After we released this Opinion, the Amigos Bravos Groups notified this Court that they did not comply with Rule 20.1.1.1.302 of the Administrative Code when submitting technical testimony to EIB. Thus, statements in this Opinion suggesting the Amigos Bravos Groups' compliance are erroneous. The error, however, does not change our holding that the Amigos Bravos Groups had the right to appear as appellees upon appeal of Rule 100. The Amigos Bravos Groups took other specific procedural actions, by filing early entries of appearances, to gain recognition as parties during the rule-making proceedings. Further, the technical testimony they submitted still directly informed the factors that statute requires EIB to consider. Thus, the Amigos Bravos Groups participated in a legally significant manner and should be permitted party status on appeal.

{20} Unlike the status of a petitioner or a person presenting technical testimony, which EIB and WQCC condition upon fulfillment of certain procedural and substantive requirements, EIB and WQCC provide generally for “participant [s].” Participants include “any person who participates in a [rule-making] proceeding before [EIB or WQCC].” 20.1.1.7(J) NMAC; WQCC 1993 Guidelines, Part I, 103(I). Participants who are not also parties may still testify, file written statements before or during the hearing, and offer exhibits. See 20.1.1.304 NMAC (8/27/2006); WQCC 1993 Guidelines, Part III, 304(A), (B). Any person attending the hearing who wishes to cross examine any of the witnesses, may do so as long as it furthers the purposes of that hearing. See 20.1.1.401(C) NMAC (8/27/2006); WQCC 1993 Guidelines, Part IV, 402(C). In addition, the hearing officer may allow any person, not just a party, to make a brief closing statement. See 20.1.1.400(B)(6) NMAC; WQCC 1993 Guidelines, Part IV, 401(B)(6).

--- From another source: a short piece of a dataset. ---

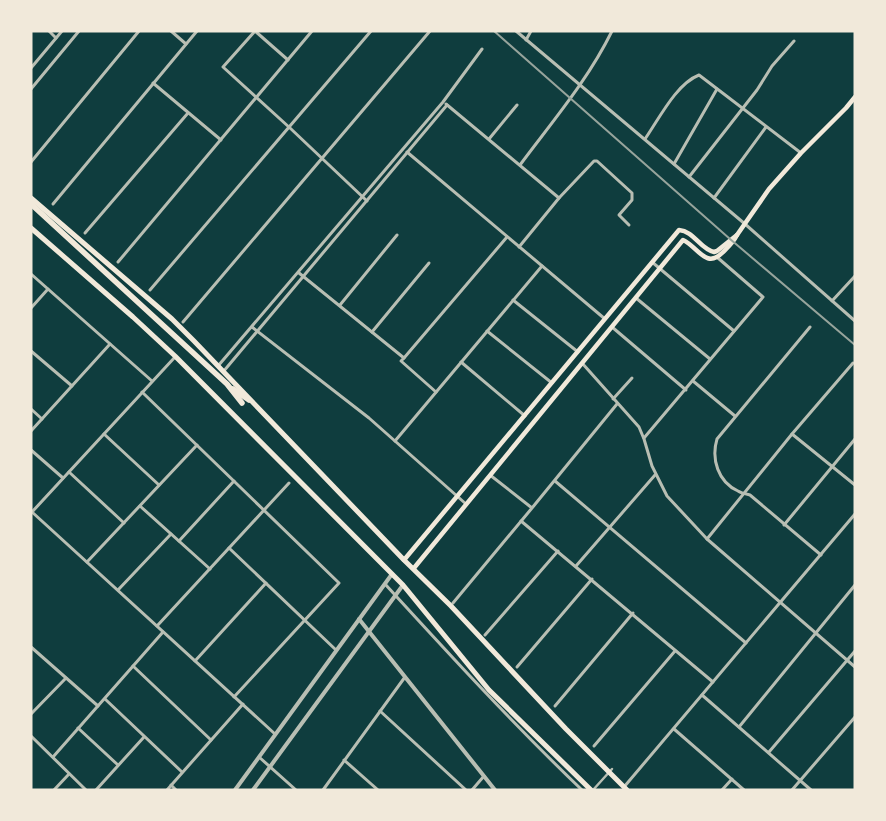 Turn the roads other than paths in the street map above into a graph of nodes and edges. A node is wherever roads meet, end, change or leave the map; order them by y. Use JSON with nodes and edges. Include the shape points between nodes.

{21} NEE, the Amigos Bravos Groups, and the River Parties each distinguished themselves from mere participants by fulfilling additional responsibilities during the Rule 100 and the Water Rules proceedings. All three were considered parties. Under EIB rules, NEE was a “party,” distinguishable from a nonparty participant, because NEE filed the petition for Rule 100 and fulfilled all the requirements associated with that role, including financing the transcription of the proceedings. The Amigos Bravos Groups were parties as well because they provided technical testimony. Although WQCC Guidelines do not explicitly designate “part[ies],” the River Parties assert that they were considered “formal parties” during the Water Rules rule-making proceedings.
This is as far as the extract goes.